After it was announced that portions of Twitter’s source code were leaked online, security researchers have suggested it should serve as a warning that better measures need to be taken to protect corporate networks. That should include those on the inside as well as from any potential external threat.
In this case, the base programming for Twitter was posted briefly on the GitHub collaborative programming network. It was removed the same day, but the code that was posted for even a short time could have been copied and easily redistributed. Twitter has asked a U.S. District Court for the Northern District of California to order Github to reveal the identity of the user who initially posted the code, as well as those who may have accessed and downloaded it.
It has been reported that Twitter executives suspect the code was stolen by a disgruntled employee who left the company around the time that billionaire tech entrepreneur Elon Musk acquired the platform for $44 billion – and then preceded to lay off a significant portion of the staff.
“Leaked source code from Twitter could be the result of former upset employees, people who don’t really like Elon Musk or even nation states wanting to find holes and a way in to utilize the platform for their benefit,” said David Lindner, CISO at Contrast Security, via an email.
Linder also questioned Twitter’s response to the code leak. Security concerns almost seemed to be an afterthought.
“It’s interesting that Twitter’s first thoughts were to issue the copyright infringement notice to GitHub,” he explained. “While it is an important step – but really not that meaningful as the code is already out there – I would have immediately hired an outside forensics firm to make sure the malicious actor was not still in Twitter’s environments.”
The focus was instead on intellectual property (IP) rather than the risks such a leak could pose to Twitter’s users.
“In a lot of these cases nefarious actors use ‘leaks’ like this as a diversion for a more damaging attack,” added Linder. “It will be interesting to see how Twitter handles the transparency of their findings.”
Inside Job – More Than Likely
It also isn’t just Twitter’s current executives that now believe that a disgruntled employee was behind the breach. In fact, it might be surprising if it wasn’t someone on the inside who had a beef with the direction the company was taking.
Finding out how the code leak occurred should also be a top priority said Tim Mackey, principal security strategist for Synopsys Cybersecurity Research Center (CyRC).
“The ability to publish source code to a company-owned GitHub repository should be subject to multiple governance controls and reviews.
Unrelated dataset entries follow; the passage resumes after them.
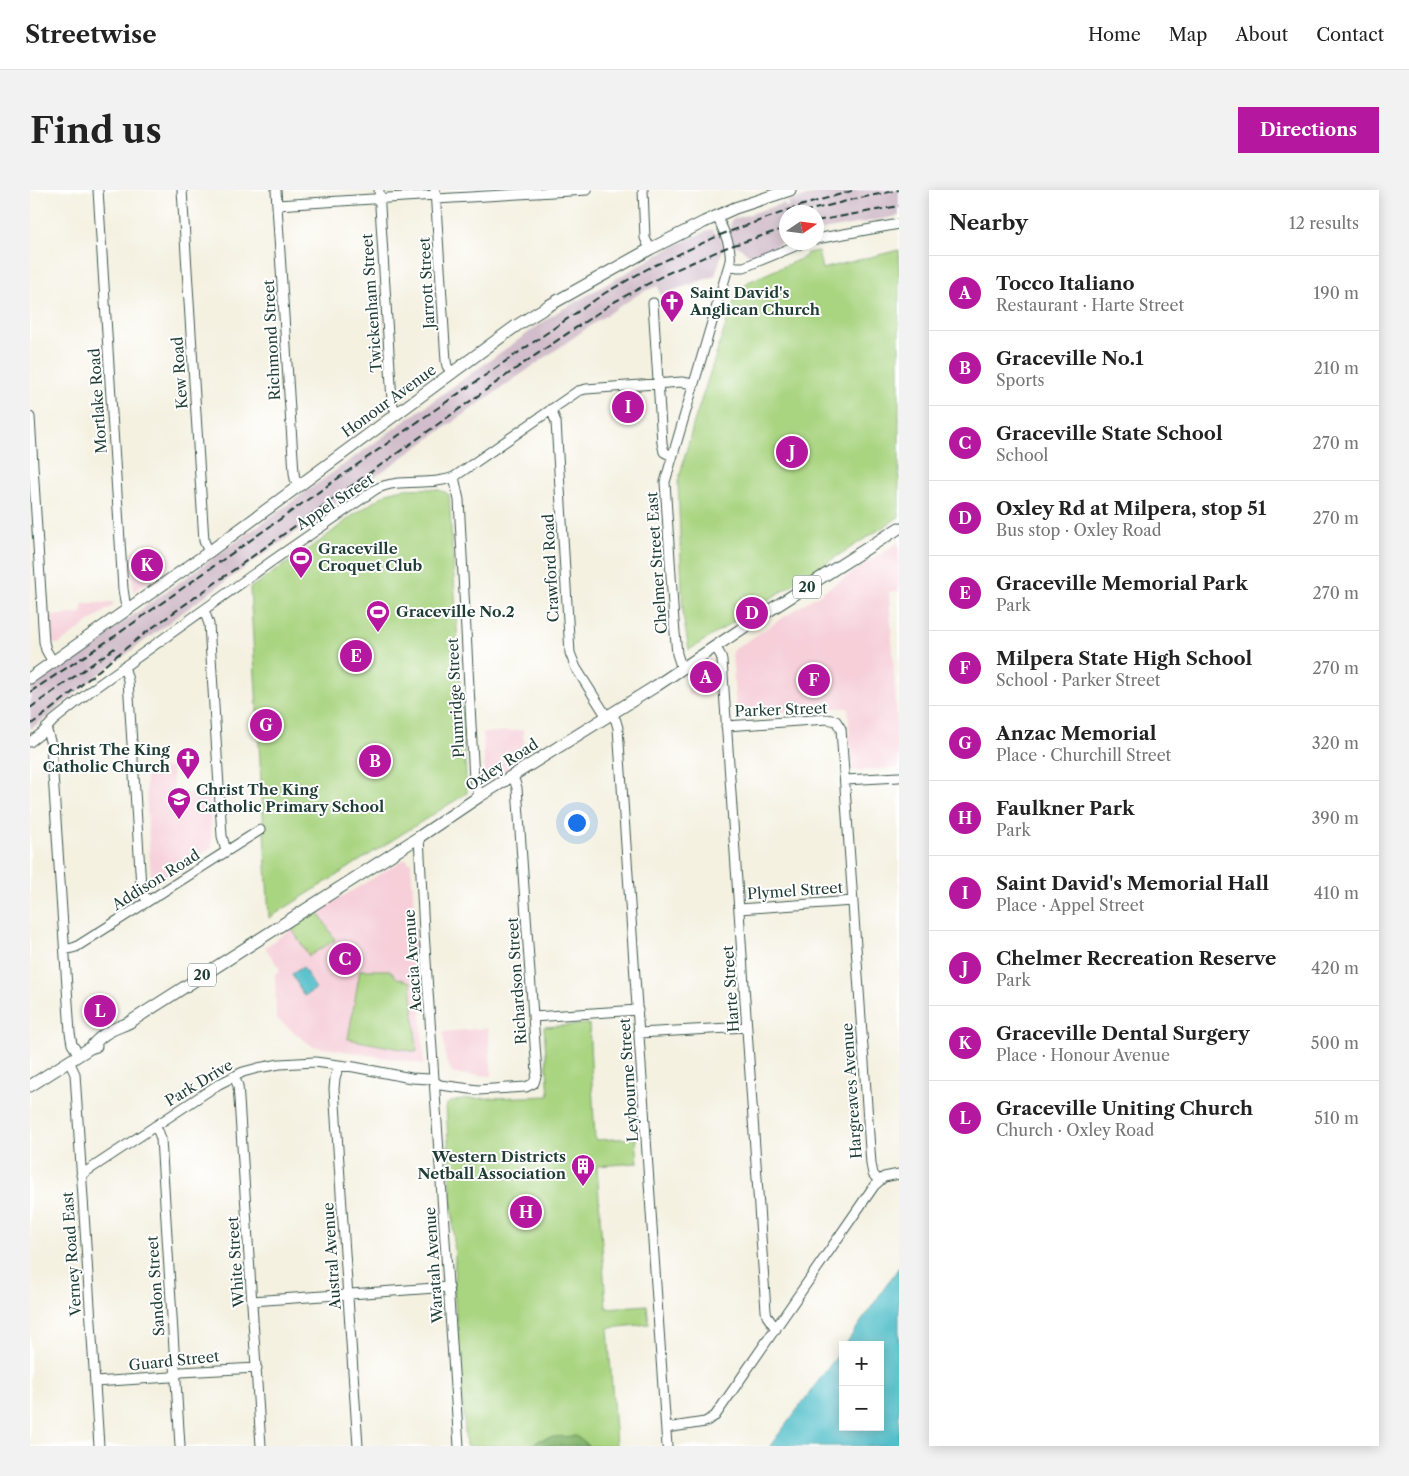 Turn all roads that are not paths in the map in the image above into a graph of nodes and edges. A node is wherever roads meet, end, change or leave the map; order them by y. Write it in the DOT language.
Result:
graph roads {
  1 [pos="98,190"];
  2 [pos="182,190"];
  3 [pos="276,190"];
  4 [pos="587,190"];
  5 [pos="643,190"];
  6 [pos="790,190"];
  7 [pos="379,195"];
  8 [pos="436,195"];
  9 [pos="277,205"];
  10 [pos="717,216"];
  11 [pos="899,224"];
  12 [pos="824,238"];
  13 [pos="650,248"];
  14 [pos="786,250"];
  15 [pos="729,265"];
  16 [pos="653,303"];
  17 [pos="452,373"];
  18 [pos="658,384"];
  19 [pos="693,384"];
  20 [pos="551,409"];
  21 [pos="398,413"];
  22 [pos="30,417"];
  23 [pos="672,456"];
  24 [pos="454,477"];
  25 [pos="299,486"];
  26 [pos="899,528"];
  27 [pos="209,552"];
  28 [pos="129,608"];
  29 [pos="204,610"];
  30 [pos="715,646"];
  31 [pos="53,662"];
  32 [pos="124,666"];
  33 [pos="682,669"];
  34 [pos="30,678"];
  35 [pos="609,715"];
  36 [pos="836,722"];
  37 [pos="726,726"];
  38 [pos="46,728"];
  39 [pos="30,742"];
  40 [pos="513,776"];
  41 [pos="899,776"];
  42 [pos="844,780"];
  43 [pos="480,796"];
  44 [pos="260,830"];
  45 [pos="419,837"];
  46 [pos="226,851"];
  47 [pos="147,901"];
  48 [pos="853,901"];
  49 [pos="739,909"];
  50 [pos="65,950"];
  51 [pos="638,1010"];
  52 [pos="533,1017"];
  53 [pos="747,1027"];
  54 [pos="639,1033"];
  55 [pos="79,1055"];
  56 [pos="68,1061"];
  57 [pos="339,1065"];
  58 [pos="234,1076"];
  59 [pos="435,1082"];
  60 [pos="30,1086"];
  61 [pos="155,1126"];
  62 [pos="899,1174"];
  63 [pos="81,1175"];
  64 [pos="879,1181"];
  65 [pos="449,1287"];
  66 [pos="348,1294"];
  67 [pos="252,1301"];
  68 [pos="776,1328"];
  69 [pos="257,1368"];
  70 [pos="176,1374"];
  71 [pos="95,1382"];
  72 [pos="666,1428"];
  73 [pos="99,1446"];
  74 [pos="180,1446"];
  75 [pos="261,1446"];
  76 [pos="358,1446"];
  77 [pos="459,1446"];
  78 [pos="667,1446"];
  1 -- 28 [label="street, Mortlake Road"];
  2 -- 27 [label="street, Kew Road"];
  3 -- 9 [label="street, Richmond Street"];
  4 -- 8 [label="street"];
  5 -- 13 [label="street"];
  6 -- 10 [label="main road, Honour Avenue"];
  7 -- 8 [label="street"];
  7 -- 9 [label="street"];
  7 -- 21 [label="street, Twickenham Street"];
  8 -- 17 [label="street, Jarrott Street"];
  9 -- 25 [label="street, Richmond Street"];
  10 -- 13 [label="main road, Honour Avenue"];
  10 -- 15 [label="street, Chelmer Street East"];
  11 -- 12 [label="street"];
  13 -- 17 [label="main road, Honour Avenue"];
  14 -- 15 [label="street"];
  15 -- 19 [label="street, Chelmer Street East"];
  16 -- 18 [label="street"];
  17 -- 21 [label="main road, Honour Avenue"];
  18 -- 19 [label="street, Appel Street"];
  18 -- 20 [label="street, Appel Street"];
  18 -- 23 [label="street"];
  19 -- 23 [label="street, Chelmer Street East"];
  20 -- 24 [label="street, Appel Street"];
  20 -- 35 [label="street, Crawford Road"];
  21 -- 25 [label="main road, Honour Avenue"];
  22 -- 31 [label="street"];
  23 -- 33 [label="street, Chelmer Street East"];
  24 -- 29 [label="street, Appel Street"];
  24 -- 43 [label="street, Plumridge Street"];
  25 -- 27 [label="main road, Honour Avenue"];
  26 -- 30 [label="main road, Oxley Road / 20"];
  27 -- 28 [label="main road, Honour Avenue"];
  28 -- 31 [label="main road, Honour Avenue"];
  29 -- 32 [label="street, Appel Street"];
  29 -- 46 [label="street"];
  30 -- 33 [label="main road, Oxley Road / 20"];
  30 -- 37 [label="street, Harte Street"];
  31 -- 34 [label="main road, Honour Avenue"];
  32 -- 38 [label="street, Appel Street"];
  32 -- 47 [label="street"];
  33 -- 35 [label="main road, Oxley Road / 20"];
  35 -- 40 [label="main road, Oxley Road / 20"];
  35 -- 51 [label="street, Leybourne Street"];
  36 -- 37 [label="street, Parker Street"];
  36 -- 42 [label="street, Hargreaves Avenue"];
  37 -- 49 [label="street, Harte Street"];
  38 -- 39 [label="street, Appel Street"];
  38 -- 50 [label="street"];
  40 -- 43 [label="main road, Oxley Road / 20"];
  40 -- 52 [label="street, Richardson Street"];
  41 -- 42 [label="street"];
  42 -- 48 [label="street, Hargreaves Avenue"];
  43 -- 45 [label="main road, Oxley Road / 20"];
  44 -- 46 [label="street, Addison Road"];
  45 -- 55 [label="main road, Oxley Road / 20"];
  45 -- 59 [label="street, Acacia Avenue"];
  46 -- 47 [label="street, Addison Road"];
  47 -- 50 [label="street, Addison Road"];
  48 -- 49 [label="street, Plymel Street"];
  48 -- 64 [label="street, Hargreaves Avenue"];
  49 -- 53 [label="street, Harte Street"];
  50 -- 55 [label="street"];
  51 -- 52 [label="street"];
  51 -- 54 [label="street, Leybourne Street"];
  52 -- 59 [label="street, Richardson Street"];
  53 -- 54 [label="street"];
  53 -- 68 [label="street, Harte Street"];
  54 -- 72 [label="street, Leybourne Street"];
  55 -- 56 [label="main road, Oxley Road / 20"];
  56 -- 60 [label="main road, Oxley Road / 20"];
  56 -- 63 [label="street, Verney Road East"];
  57 -- 58 [label="street, Park Drive"];
  57 -- 59 [label="street, Park Drive"];
  57 -- 66 [label="street, Austral Avenue"];
  58 -- 61 [label="street, Park Drive"];
  58 -- 67 [label="street, White Street"];
  59 -- 65 [label="street, Waratah Avenue"];
  61 -- 63 [label="street, Park Drive"];
  61 -- 70 [label="street, Sandon Street"];
  62 -- 64 [label="street"];
  63 -- 71 [label="street, Verney Road East"];
  64 -- 68 [label="street"];
  65 -- 66 [label="street"];
  65 -- 77 [label="street, Waratah Avenue"];
  66 -- 67 [label="street"];
  66 -- 76 [label="street, Austral Avenue"];
  67 -- 69 [label="street, White Street"];
  68 -- 72 [label="street"];
  69 -- 70 [label="street, Guard Street"];
  69 -- 75 [label="street, White Street"];
  70 -- 71 [label="street, Guard Street"];
  70 -- 74 [label="street, Sandon Street"];
  71 -- 73 [label="street, Verney Road East"];
  72 -- 78 [label="street, Leybourne Street"];
}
Occurrences such as what Twitter has experienced should be managed by the same processes that any organization would use to determine if and when they might want to ‘open source’ a project,” Mackey said via an email.
Though such controls would help to protect the source code repository for an organization, it is further worth noting that when a developer works on their branch of source code, they’d likely be using a personal account.
“Ideally for corporate users, that ‘personal account’ is part of an enterprise-managed repository with appropriate access controls that restrict access to only approved users,” explained Mackey.
The Genie Is Out Of the Bottle
As noted, Twitter is now seeking to find out not only who posted the leaked code, but also who downloaded it. Tracking every copy could be a Sisyphean task to say the least!
“Of course, the publication of source code and its subsequent removal doesn’t mean that someone didn’t copy it while it was public,” warned Mackey. “Anyone having done so would have the ability to analyze the source code and identify if there are any exploitable weaknesses. This is precisely the type of scenario that source code governance controls are designed to protect against.”